Action item:
Give back the records in full, with every line exactly as it was.

(Collected data)
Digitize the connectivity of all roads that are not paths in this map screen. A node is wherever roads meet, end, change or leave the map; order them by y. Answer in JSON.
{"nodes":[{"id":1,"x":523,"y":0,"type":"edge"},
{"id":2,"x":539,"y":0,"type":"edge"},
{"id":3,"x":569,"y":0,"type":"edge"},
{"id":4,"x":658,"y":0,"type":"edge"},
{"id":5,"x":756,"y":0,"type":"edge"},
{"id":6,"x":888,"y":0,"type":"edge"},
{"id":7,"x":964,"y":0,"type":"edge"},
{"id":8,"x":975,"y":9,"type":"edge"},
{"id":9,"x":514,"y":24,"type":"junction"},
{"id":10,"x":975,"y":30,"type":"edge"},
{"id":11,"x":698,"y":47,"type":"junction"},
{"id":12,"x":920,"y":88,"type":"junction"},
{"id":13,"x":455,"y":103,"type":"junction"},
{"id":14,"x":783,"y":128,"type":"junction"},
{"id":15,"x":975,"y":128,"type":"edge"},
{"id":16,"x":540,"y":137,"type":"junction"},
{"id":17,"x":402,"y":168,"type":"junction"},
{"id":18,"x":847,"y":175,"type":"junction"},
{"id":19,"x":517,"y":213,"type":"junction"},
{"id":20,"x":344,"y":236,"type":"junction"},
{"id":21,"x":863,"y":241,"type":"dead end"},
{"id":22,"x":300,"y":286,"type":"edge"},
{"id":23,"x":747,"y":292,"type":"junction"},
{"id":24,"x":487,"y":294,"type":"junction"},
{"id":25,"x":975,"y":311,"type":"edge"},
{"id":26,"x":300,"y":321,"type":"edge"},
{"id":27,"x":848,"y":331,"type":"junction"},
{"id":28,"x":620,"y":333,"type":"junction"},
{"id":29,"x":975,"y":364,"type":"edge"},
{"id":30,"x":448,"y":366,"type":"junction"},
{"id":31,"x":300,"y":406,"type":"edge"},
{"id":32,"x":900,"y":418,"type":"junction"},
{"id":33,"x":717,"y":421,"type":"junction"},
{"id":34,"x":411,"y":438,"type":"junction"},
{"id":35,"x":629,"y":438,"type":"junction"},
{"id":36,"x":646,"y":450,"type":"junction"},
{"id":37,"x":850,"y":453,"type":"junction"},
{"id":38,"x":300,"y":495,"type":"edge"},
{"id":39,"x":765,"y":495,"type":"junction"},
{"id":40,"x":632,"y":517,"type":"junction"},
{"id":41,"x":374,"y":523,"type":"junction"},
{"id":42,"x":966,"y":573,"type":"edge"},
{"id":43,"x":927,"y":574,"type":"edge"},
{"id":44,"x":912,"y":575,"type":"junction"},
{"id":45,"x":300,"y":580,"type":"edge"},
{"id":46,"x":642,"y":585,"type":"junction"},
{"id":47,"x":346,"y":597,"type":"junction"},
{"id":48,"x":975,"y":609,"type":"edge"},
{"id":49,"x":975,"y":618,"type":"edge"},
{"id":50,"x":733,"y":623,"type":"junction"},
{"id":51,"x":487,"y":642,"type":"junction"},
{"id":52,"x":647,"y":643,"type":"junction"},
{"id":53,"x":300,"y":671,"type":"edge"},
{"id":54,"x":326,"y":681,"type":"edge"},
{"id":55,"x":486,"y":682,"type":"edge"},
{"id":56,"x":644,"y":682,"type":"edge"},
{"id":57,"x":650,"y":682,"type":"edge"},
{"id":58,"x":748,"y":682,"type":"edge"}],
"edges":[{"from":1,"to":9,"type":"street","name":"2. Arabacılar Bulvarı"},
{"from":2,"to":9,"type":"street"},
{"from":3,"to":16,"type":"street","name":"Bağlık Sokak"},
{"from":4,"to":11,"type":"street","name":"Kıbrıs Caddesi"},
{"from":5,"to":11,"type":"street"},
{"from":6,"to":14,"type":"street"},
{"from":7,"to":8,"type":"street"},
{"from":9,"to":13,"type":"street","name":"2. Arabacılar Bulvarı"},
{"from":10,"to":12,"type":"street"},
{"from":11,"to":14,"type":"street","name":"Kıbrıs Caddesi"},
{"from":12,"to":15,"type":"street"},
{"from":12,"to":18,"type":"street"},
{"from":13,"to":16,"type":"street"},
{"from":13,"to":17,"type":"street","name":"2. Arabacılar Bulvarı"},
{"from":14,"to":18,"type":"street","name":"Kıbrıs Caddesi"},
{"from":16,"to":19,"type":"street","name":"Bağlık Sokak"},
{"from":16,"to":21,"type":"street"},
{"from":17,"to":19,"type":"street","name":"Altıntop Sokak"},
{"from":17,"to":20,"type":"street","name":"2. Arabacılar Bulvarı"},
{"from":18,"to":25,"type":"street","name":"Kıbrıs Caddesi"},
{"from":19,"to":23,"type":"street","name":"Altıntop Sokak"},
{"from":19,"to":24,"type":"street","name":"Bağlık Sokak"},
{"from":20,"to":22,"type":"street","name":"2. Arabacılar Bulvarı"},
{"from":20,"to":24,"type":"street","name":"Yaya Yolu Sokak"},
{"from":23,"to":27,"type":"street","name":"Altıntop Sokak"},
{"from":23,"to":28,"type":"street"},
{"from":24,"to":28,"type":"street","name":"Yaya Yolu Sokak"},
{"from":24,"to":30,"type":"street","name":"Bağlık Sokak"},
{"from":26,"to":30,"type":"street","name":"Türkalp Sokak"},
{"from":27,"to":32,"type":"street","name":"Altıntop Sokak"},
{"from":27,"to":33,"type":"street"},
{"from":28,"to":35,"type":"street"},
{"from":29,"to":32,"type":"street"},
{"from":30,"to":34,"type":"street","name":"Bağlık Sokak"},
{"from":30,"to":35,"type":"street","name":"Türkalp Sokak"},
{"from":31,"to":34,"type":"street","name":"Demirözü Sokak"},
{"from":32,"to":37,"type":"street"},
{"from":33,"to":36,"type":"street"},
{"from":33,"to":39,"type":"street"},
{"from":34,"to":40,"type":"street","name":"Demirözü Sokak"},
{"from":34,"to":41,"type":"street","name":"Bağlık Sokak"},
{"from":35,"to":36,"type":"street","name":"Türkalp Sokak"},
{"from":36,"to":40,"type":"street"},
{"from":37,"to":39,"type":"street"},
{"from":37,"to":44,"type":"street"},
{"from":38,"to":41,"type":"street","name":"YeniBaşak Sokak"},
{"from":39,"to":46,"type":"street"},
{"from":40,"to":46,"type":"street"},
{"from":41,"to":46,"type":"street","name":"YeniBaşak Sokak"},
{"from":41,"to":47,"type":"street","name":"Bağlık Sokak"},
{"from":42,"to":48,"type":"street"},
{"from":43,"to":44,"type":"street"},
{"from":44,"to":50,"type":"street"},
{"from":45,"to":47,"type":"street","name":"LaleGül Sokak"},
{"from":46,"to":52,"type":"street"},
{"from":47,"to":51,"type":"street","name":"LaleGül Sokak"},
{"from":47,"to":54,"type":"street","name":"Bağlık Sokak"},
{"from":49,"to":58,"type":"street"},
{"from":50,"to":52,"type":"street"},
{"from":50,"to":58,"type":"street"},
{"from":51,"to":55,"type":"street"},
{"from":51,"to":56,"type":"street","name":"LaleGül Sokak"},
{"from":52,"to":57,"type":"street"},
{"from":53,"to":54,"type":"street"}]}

Solution for this task:
Digitize the connectivity of all roads that are not paths in this map screen. A node is wherever roads meet, end, change or leave the map; order them by y. Answer in JSON.
{"nodes":[{"id":1,"x":523,"y":0,"type":"edge"},
{"id":2,"x":539,"y":0,"type":"edge"},
{"id":3,"x":569,"y":0,"type":"edge"},
{"id":4,"x":658,"y":0,"type":"edge"},
{"id":5,"x":756,"y":0,"type":"edge"},
{"id":6,"x":888,"y":0,"type":"edge"},
{"id":7,"x":964,"y":0,"type":"edge"},
{"id":8,"x":975,"y":9,"type":"edge"},
{"id":9,"x":514,"y":24,"type":"junction"},
{"id":10,"x":975,"y":30,"type":"edge"},
{"id":11,"x":698,"y":47,"type":"junction"},
{"id":12,"x":920,"y":88,"type":"junction"},
{"id":13,"x":455,"y":103,"type":"junction"},
{"id":14,"x":783,"y":128,"type":"junction"},
{"id":15,"x":975,"y":128,"type":"edge"},
{"id":16,"x":540,"y":137,"type":"junction"},
{"id":17,"x":402,"y":168,"type":"junction"},
{"id":18,"x":847,"y":175,"type":"junction"},
{"id":19,"x":517,"y":213,"type":"junction"},
{"id":20,"x":344,"y":236,"type":"junction"},
{"id":21,"x":863,"y":241,"type":"dead end"},
{"id":22,"x":300,"y":286,"type":"edge"},
{"id":23,"x":747,"y":292,"type":"junction"},
{"id":24,"x":487,"y":294,"type":"junction"},
{"id":25,"x":975,"y":311,"type":"edge"},
{"id":26,"x":300,"y":321,"type":"edge"},
{"id":27,"x":848,"y":331,"type":"junction"},
{"id":28,"x":620,"y":333,"type":"junction"},
{"id":29,"x":975,"y":364,"type":"edge"},
{"id":30,"x":448,"y":366,"type":"junction"},
{"id":31,"x":300,"y":406,"type":"edge"},
{"id":32,"x":900,"y":418,"type":"junction"},
{"id":33,"x":717,"y":421,"type":"junction"},
{"id":34,"x":411,"y":438,"type":"junction"},
{"id":35,"x":629,"y":438,"type":"junction"},
{"id":36,"x":646,"y":450,"type":"junction"},
{"id":37,"x":850,"y":453,"type":"junction"},
{"id":38,"x":300,"y":495,"type":"edge"},
{"id":39,"x":765,"y":495,"type":"junction"},
{"id":40,"x":632,"y":517,"type":"junction"},
{"id":41,"x":374,"y":523,"type":"junction"},
{"id":42,"x":966,"y":573,"type":"edge"},
{"id":43,"x":927,"y":574,"type":"edge"},
{"id":44,"x":912,"y":575,"type":"junction"},
{"id":45,"x":300,"y":580,"type":"edge"},
{"id":46,"x":642,"y":585,"type":"junction"},
{"id":47,"x":346,"y":597,"type":"junction"},
{"id":48,"x":975,"y":609,"type":"edge"},
{"id":49,"x":975,"y":618,"type":"edge"},
{"id":50,"x":733,"y":623,"type":"junction"},
{"id":51,"x":487,"y":642,"type":"junction"},
{"id":52,"x":647,"y":643,"type":"junction"},
{"id":53,"x":300,"y":671,"type":"edge"},
{"id":54,"x":326,"y":681,"type":"edge"},
{"id":55,"x":486,"y":682,"type":"edge"},
{"id":56,"x":644,"y":682,"type":"edge"},
{"id":57,"x":650,"y":682,"type":"edge"},
{"id":58,"x":748,"y":682,"type":"edge"}],
"edges":[{"from":1,"to":9,"type":"street","name":"2. Arabacılar Bulvarı"},
{"from":2,"to":9,"type":"street"},
{"from":3,"to":16,"type":"street","name":"Bağlık Sokak"},
{"from":4,"to":11,"type":"street","name":"Kıbrıs Caddesi"},
{"from":5,"to":11,"type":"street"},
{"from":6,"to":14,"type":"street"},
{"from":7,"to":8,"type":"street"},
{"from":9,"to":13,"type":"street","name":"2. Arabacılar Bulvarı"},
{"from":10,"to":12,"type":"street"},
{"from":11,"to":14,"type":"street","name":"Kıbrıs Caddesi"},
{"from":12,"to":15,"type":"street"},
{"from":12,"to":18,"type":"street"},
{"from":13,"to":16,"type":"street"},
{"from":13,"to":17,"type":"street","name":"2. Arabacılar Bulvarı"},
{"from":14,"to":18,"type":"street","name":"Kıbrıs Caddesi"},
{"from":16,"to":19,"type":"street","name":"Bağlık Sokak"},
{"from":16,"to":21,"type":"street"},
{"from":17,"to":19,"type":"street","name":"Altıntop Sokak"},
{"from":17,"to":20,"type":"street","name":"2. Arabacılar Bulvarı"},
{"from":18,"to":25,"type":"street","name":"Kıbrıs Caddesi"},
{"from":19,"to":23,"type":"street","name":"Altıntop Sokak"},
{"from":19,"to":24,"type":"street","name":"Bağlık Sokak"},
{"from":20,"to":22,"type":"street","name":"2. Arabacılar Bulvarı"},
{"from":20,"to":24,"type":"street","name":"Yaya Yolu Sokak"},
{"from":23,"to":27,"type":"street","name":"Altıntop Sokak"},
{"from":23,"to":28,"type":"street"},
{"from":24,"to":28,"type":"street","name":"Yaya Yolu Sokak"},
{"from":24,"to":30,"type":"street","name":"Bağlık Sokak"},
{"from":26,"to":30,"type":"street","name":"Türkalp Sokak"},
{"from":27,"to":32,"type":"street","name":"Altıntop Sokak"},
{"from":27,"to":33,"type":"street"},
{"from":28,"to":35,"type":"street"},
{"from":29,"to":32,"type":"street"},
{"from":30,"to":34,"type":"street","name":"Bağlık Sokak"},
{"from":30,"to":35,"type":"street","name":"Türkalp Sokak"},
{"from":31,"to":34,"type":"street","name":"Demirözü Sokak"},
{"from":32,"to":37,"type":"street"},
{"from":33,"to":36,"type":"street"},
{"from":33,"to":39,"type":"street"},
{"from":34,"to":40,"type":"street","name":"Demirözü Sokak"},
{"from":34,"to":41,"type":"street","name":"Bağlık Sokak"},
{"from":35,"to":36,"type":"street","name":"Türkalp Sokak"},
{"from":36,"to":40,"type":"street"},
{"from":37,"to":39,"type":"street"},
{"from":37,"to":44,"type":"street"},
{"from":38,"to":41,"type":"street","name":"YeniBaşak Sokak"},
{"from":39,"to":46,"type":"street"},
{"from":40,"to":46,"type":"street"},
{"from":41,"to":46,"type":"street","name":"YeniBaşak Sokak"},
{"from":41,"to":47,"type":"street","name":"Bağlık Sokak"},
{"from":42,"to":48,"type":"street"},
{"from":43,"to":44,"type":"street"},
{"from":44,"to":50,"type":"street"},
{"from":45,"to":47,"type":"street","name":"LaleGül Sokak"},
{"from":46,"to":52,"type":"street"},
{"from":47,"to":51,"type":"street","name":"LaleGül Sokak"},
{"from":47,"to":54,"type":"street","name":"Bağlık Sokak"},
{"from":49,"to":58,"type":"street"},
{"from":50,"to":52,"type":"street"},
{"from":50,"to":58,"type":"street"},
{"from":51,"to":55,"type":"street"},
{"from":51,"to":56,"type":"street","name":"LaleGül Sokak"},
{"from":52,"to":57,"type":"street"},
{"from":53,"to":54,"type":"street"}]}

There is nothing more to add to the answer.